Need for greater surveillance over large housing companies and NBFCs: RBI
Over the report of financial stability in June 2019 Reserve bank of India focuses on the rapidly increasing need for surveillance over large housing finance companies (HFCs) as well as non-banking financial companies (NBFC). During this report on Thursday RBI also cautioned about the contagion arising from insolvency from these large (NBFC) or (HFC) could lead to losses equivalent to big banks.
It also points out that the top five solvency loss-inducing institutions are none other than HFCs.
Stress tests which gave results for each NBFCs pointed the two scenarios of ascendant of gross non-performing assets (GNPA) ratios, Even the minimum regulatory capital requirement of 15% will not be achieved by 8% of companies. Even 13% of them are not promising to comply with the minimum regulatory capital to risk assets ratio (CRAR) norms.
While the net NPA ratio declined from 3.8% in 2017-18 to 3.7% in 2018-19. GNPAs and CRAR of the NBFC sector advances from 5.8% in 2017-18 to 6.6% in 2018-19 and 19.3% - 22.8% respectively.
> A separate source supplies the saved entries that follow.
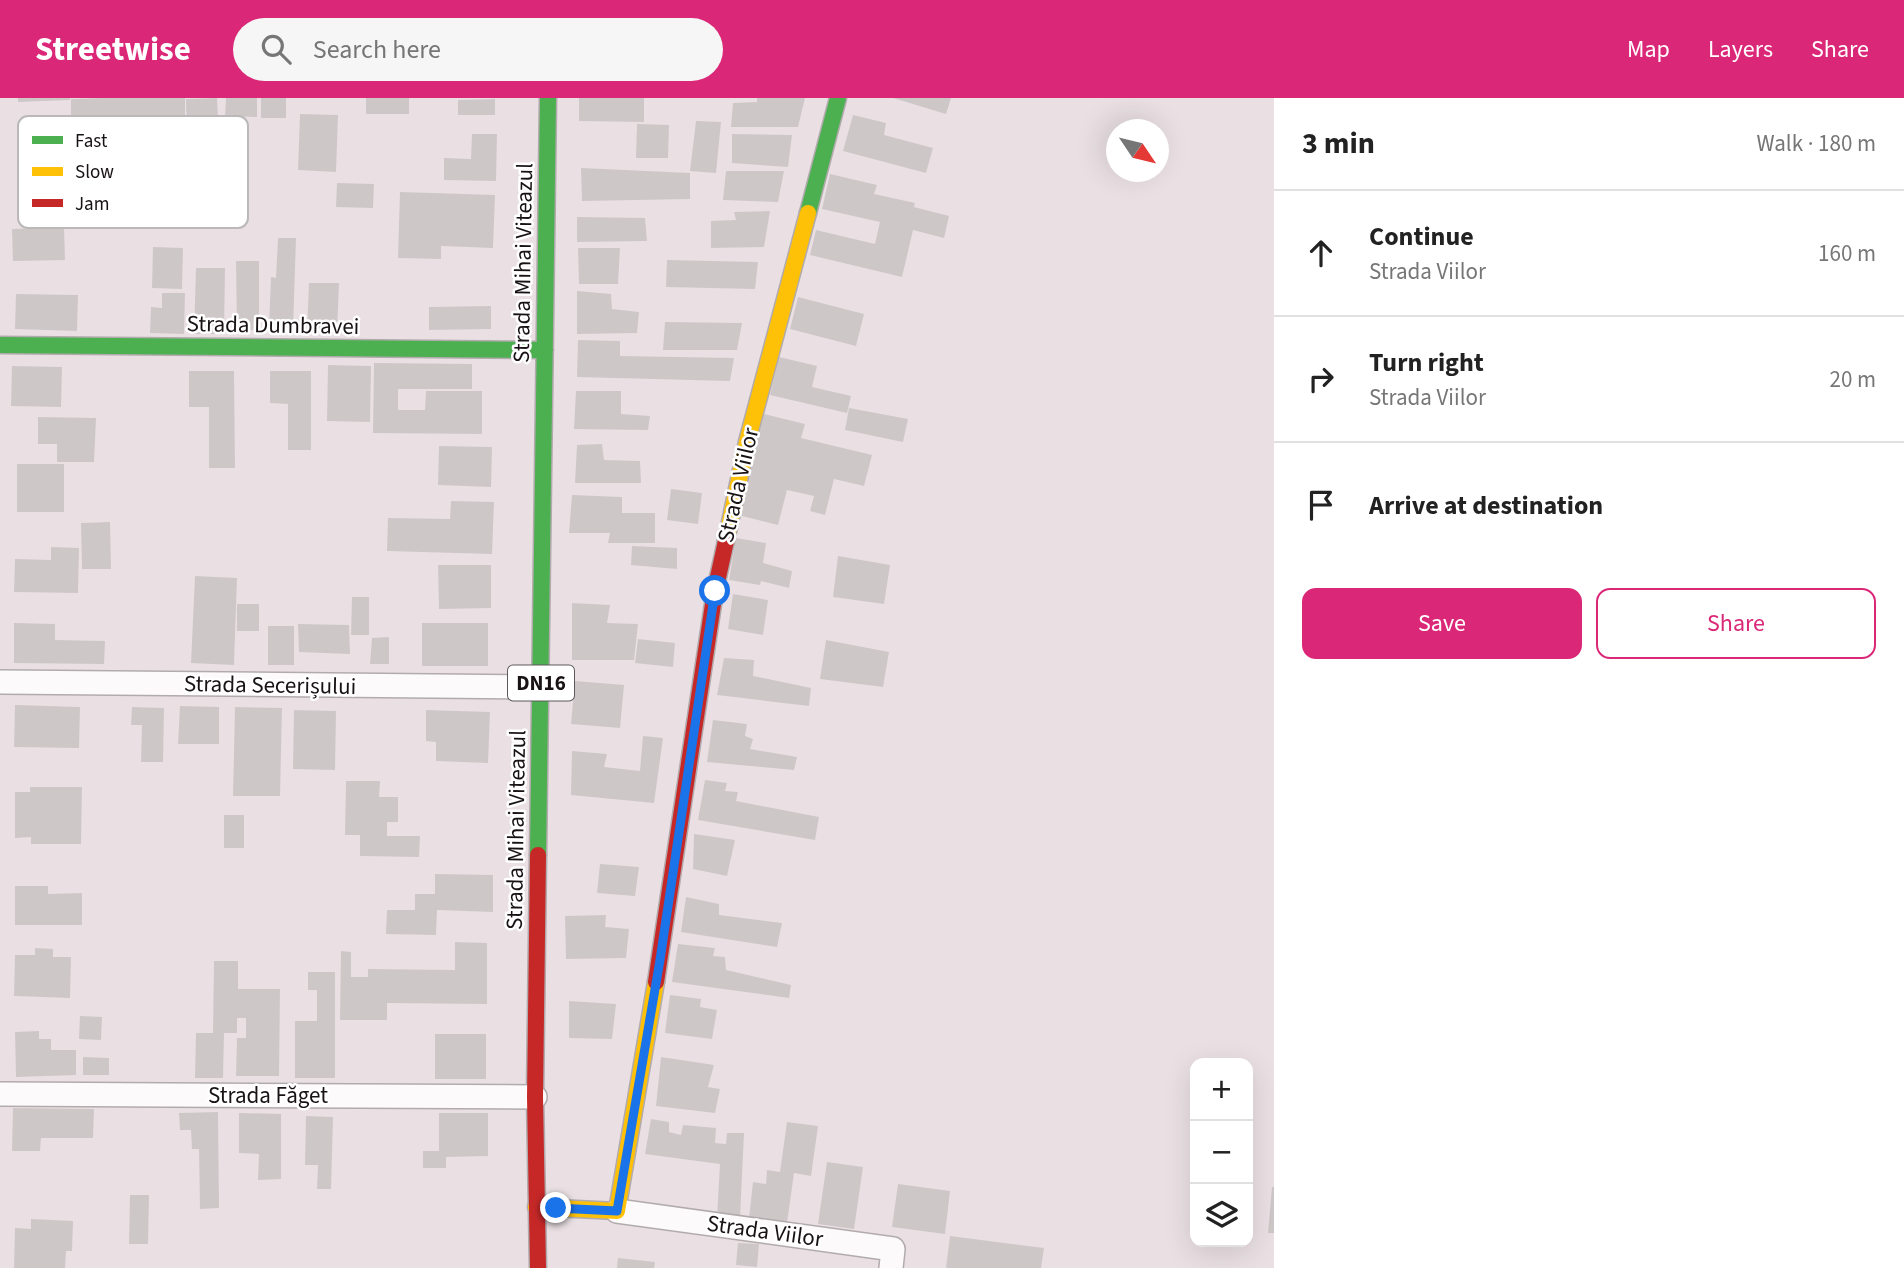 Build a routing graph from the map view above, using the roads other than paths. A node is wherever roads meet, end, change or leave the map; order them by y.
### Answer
1 (548, 98) edge
2 (838, 98) edge
3 (0, 345) edge
4 (545, 350) junction
5 (0, 682) edge
6 (541, 687) junction
7 (0, 1094) edge
8 (535, 1097) junction
9 (536, 1207) junction
10 (617, 1211) junction
11 (538, 1268) edge
12 (891, 1268) edge

1 - 4 main road, Strada Mihai Viteazul / DN16
2 - 10 main road, Strada Viilor
3 - 4 main road, Strada Dumbravei
4 - 6 main road, Strada Mihai Viteazul / DN16
5 - 6 street, Strada Secerișului
6 - 8 main road, Strada Mihai Viteazul / DN16
7 - 8 street, Strada Făget
8 - 9 main road, Strada Mihai Viteazul / DN16
9 - 10 main road, Strada Viilor
9 - 11 main road, Strada Mihai Viteazul / DN16
10 - 12 street, Strada Viilor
Pointing out the risk emerging from NBFC credit standards specially for the four consumer products – auto loans, home loans, loans against property and personal loans, the Central bank mentioned "A look at the evolution of delinquency levels in each of the segments shows that NBFCs as a group have been leading delinquency levels in almost all the sub-segments of consumer credit. When uniform delinquency norm of 90 days past due (dpd) is applied.''
Increasing importance in credit intermediation has brought the focus on the NBFC sector, inclusive of HFCs, especially according to the quality of their exposure of asset-liability mismatches (ALM). In the third quarter of FY19, the liquidity stress reflected in NBFCs was due to an increase in funding cost. The central bank also mentions "Despite the dip in confidence, better performing NBFCs with strong fundamentals were able to manage their liquidity even though their funding costs moved with market sentiments and risk perceptions,"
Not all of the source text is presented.